Полная версия
Траектория полета совы
Лицо василевса закрывала маска Константина Великого, напоминавшая прежнюю статую с колонны Форума: строгие античные черты Аполлона, сияние вокруг головы в виде тонких лучей… А настоящий, живой Константин, пряча под маской тревожную складку губ, пытался понять, что за сигналы несутся к нему из бурлящего людского моря. Враждебна оно или снисходительно? Может быть, все эти люди – его союзники, соратники и болеют за благополучие страны? Где же тогда недовольные, которые не далее как нынешним утром вопили, что умирают от голода, что им недостает свободы, что звери-астиномы до смерти напугали невинных девушек, решивших устроить художественную акцию на могилах Ласкарисов? Да еще наложили большие штрафы, да еще, говорят, невежливо пихали коленками пониже спины, заталкивая в машины… Разве не возмутительно?!
Понимая, что его настоящее лицо никто не увидит, Константин позволил себе усмехнуться. Да, протестующая общественность, похоже, обижена тем, что акция в усыпальнице прошла почти незамеченной. О ней бы и вовсе не говорили, если б не шум, поднятый Кириком с его юродствующей братией, легковозбудимыми фанатиками, уже кричащими о крестовом походе за веру и о несмываемой обиде, нанесенной Вселенской Церкви…
Средняя шевелилась и пульсировала, гнала в сторону Августеона человеческие потоки, словно напряженная вена – темную кровь к сердцу Империи. На миг Константину показалось, что в толпе мелькнула характерная маска «Экзегерси Гатес» – так, оказывается, называлась поп-группа, сплясавшая на могилах его предшественников. Или это просто морок?..

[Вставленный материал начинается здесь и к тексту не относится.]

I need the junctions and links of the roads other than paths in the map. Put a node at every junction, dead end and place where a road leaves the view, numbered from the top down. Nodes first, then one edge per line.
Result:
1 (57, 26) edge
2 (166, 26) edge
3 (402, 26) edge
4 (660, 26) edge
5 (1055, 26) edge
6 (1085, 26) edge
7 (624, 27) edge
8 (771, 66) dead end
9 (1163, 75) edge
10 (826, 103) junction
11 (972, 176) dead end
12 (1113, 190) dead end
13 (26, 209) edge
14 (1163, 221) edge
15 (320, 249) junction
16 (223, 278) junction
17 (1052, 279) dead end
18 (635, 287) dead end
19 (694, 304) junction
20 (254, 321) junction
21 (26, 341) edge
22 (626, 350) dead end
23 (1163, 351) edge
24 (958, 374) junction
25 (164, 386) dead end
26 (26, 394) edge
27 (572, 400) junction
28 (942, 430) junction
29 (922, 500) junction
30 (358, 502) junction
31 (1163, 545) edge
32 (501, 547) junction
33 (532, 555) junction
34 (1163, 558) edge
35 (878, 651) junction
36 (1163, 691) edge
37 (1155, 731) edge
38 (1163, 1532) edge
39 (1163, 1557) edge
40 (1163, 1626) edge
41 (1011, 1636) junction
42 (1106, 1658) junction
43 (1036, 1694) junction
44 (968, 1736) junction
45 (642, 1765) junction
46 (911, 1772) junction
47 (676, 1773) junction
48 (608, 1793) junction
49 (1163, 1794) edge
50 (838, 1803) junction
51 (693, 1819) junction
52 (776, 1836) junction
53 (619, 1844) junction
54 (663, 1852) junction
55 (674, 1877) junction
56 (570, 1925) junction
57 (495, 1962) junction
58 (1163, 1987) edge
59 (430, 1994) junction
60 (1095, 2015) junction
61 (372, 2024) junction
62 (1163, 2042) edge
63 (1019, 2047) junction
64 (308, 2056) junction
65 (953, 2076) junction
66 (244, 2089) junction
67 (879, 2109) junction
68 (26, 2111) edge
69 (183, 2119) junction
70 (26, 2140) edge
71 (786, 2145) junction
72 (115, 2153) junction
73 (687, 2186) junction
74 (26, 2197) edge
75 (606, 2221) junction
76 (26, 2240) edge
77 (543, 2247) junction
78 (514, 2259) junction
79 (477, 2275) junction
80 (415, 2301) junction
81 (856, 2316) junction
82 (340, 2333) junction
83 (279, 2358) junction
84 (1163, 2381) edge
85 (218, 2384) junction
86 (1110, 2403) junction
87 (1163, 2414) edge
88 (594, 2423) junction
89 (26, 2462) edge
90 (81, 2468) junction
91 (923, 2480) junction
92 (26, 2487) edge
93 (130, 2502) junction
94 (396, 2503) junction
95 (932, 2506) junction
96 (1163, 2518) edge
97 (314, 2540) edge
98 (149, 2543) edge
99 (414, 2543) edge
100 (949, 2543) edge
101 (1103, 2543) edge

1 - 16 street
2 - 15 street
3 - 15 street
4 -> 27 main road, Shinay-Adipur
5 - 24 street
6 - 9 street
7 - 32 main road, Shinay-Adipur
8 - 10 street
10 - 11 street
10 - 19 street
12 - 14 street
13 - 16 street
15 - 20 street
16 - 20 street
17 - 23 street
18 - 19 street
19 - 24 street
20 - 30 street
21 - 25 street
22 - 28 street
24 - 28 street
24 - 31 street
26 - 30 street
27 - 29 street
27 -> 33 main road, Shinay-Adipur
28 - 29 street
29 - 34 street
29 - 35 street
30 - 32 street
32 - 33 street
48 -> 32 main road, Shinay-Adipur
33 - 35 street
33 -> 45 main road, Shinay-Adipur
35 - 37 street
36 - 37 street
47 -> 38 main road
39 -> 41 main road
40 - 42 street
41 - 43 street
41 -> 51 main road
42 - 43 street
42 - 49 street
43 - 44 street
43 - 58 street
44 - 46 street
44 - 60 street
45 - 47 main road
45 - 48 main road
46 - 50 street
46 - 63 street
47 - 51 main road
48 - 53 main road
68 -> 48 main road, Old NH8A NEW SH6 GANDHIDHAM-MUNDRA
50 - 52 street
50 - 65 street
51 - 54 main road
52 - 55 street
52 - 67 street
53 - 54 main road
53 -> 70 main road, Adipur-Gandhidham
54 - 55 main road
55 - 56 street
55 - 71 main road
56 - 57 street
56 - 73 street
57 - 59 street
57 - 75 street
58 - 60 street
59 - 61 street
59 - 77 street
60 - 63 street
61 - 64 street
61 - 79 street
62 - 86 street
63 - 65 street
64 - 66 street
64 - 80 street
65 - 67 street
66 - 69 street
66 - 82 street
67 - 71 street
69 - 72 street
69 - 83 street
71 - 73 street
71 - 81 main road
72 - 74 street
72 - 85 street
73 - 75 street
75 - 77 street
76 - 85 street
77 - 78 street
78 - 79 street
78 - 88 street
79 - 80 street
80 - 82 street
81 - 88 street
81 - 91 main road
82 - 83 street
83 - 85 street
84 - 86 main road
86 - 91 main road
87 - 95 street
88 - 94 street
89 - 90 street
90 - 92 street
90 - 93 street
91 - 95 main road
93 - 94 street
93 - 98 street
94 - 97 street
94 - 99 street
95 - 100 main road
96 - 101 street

Как раз сейчас должно было начаться ритуальное действо – переход на статую Юстиниана. Давным-давно, более тысячи лет назад, при императоре Феофиле, некий кровельщик умудрился натянуть веревку от копыта Юстинианова коня до крыши Великой церкви и перебраться к царственному всаднику: с бронзового шлема исполина от землетрясения попадали золотые перья, и нужно было вернуть их на место. За это обещали награду, однако желающих долго не находилось: уж очень высоко вознесся великий император со своим скакуном, уж очень грозно простирал он руку на Восток, в сторону Персии, Индии и самых дальних варварских стран… И всё же человек придумал, как покорить бездну между Святой Софией и конной статуей василевса.

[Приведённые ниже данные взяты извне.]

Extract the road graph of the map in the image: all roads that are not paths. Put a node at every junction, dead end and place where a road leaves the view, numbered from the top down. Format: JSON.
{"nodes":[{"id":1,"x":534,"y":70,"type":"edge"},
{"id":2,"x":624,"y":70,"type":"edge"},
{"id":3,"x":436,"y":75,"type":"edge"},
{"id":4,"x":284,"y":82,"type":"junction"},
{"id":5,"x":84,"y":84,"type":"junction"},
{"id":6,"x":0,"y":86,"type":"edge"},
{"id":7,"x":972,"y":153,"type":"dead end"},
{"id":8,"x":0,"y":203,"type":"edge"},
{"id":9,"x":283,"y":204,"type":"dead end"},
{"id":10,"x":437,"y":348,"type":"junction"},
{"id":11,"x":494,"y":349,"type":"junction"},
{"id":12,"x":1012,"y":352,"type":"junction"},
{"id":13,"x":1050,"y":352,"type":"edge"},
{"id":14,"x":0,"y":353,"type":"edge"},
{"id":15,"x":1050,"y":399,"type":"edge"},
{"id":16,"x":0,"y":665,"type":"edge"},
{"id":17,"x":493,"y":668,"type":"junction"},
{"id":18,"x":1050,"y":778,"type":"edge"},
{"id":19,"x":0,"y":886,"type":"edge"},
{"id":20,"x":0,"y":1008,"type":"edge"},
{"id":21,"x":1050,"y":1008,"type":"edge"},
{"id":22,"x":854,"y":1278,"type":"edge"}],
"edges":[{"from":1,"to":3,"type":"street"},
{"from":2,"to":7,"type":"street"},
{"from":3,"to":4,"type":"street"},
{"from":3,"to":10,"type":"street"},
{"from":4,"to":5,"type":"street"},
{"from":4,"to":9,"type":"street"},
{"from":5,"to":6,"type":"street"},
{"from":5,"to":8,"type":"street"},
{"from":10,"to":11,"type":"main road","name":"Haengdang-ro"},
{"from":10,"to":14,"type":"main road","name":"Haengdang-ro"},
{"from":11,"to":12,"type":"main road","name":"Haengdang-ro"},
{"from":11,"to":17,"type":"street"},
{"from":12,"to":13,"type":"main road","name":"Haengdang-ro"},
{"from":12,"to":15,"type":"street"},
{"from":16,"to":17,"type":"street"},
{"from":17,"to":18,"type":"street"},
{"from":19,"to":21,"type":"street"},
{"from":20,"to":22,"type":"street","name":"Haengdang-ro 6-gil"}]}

Вот очередной смельчак уже на крыше Великой церкви. Прожектор высвечивает его силуэт, он машет толпе рукой и смеется. В правой руке тяжелый арбалет. Секунда – он приложен к плечу, стрела летит под копыта коня, за ней тянется тонкая леска… Получилось! В этом-то и заключается основная интрига трюка: сумеет ли канатоходец натянуть веревку – каким угодно способом, с помощью ли стрелы, метко пущенного копья, камня из пращи или какого-нибудь другого снаряда, к которому привязана прочная нить – и насколько ловко вскарабкается он на голову Юстиниана за вставным пером плюмажа…
Внизу стрелу подхватывают, тянут, налегают: за леску привязан тонкий канат, он быстро натягивается от пьедестала статуи до кровли – можно идти! Отважный канатоходец ступает на зыбкую нить. Снизу канат и правда кажется ниткой, которая к тому же предательски растягивается, провисает, несмотря на усилия тех, кто внизу. Но у канатоходца надежный длинный балансир, он двигается медленно, пройти нужно более ста метров, на высоте пятидесяти… Толпа внизу замерла – и как будто даже слышно, как потрескивают каштаны на жаровнях, пузырится пиво в кружках… Тянутся секунды, минуты, и кажется, что это путешествие никогда не кончится или завершится ужасно: все знают о страховке, но ее не видно снизу, да и что в ней толку? Оступиться на глазах многотысячного Августеона, перед императорской четой и десятками телекамер – хуже смерти. Смерть могла бы быть почти мгновенной, даже почетной, а позор барахтания в воздухе на спасательном поясе под крики и улюлюканье – непереносим…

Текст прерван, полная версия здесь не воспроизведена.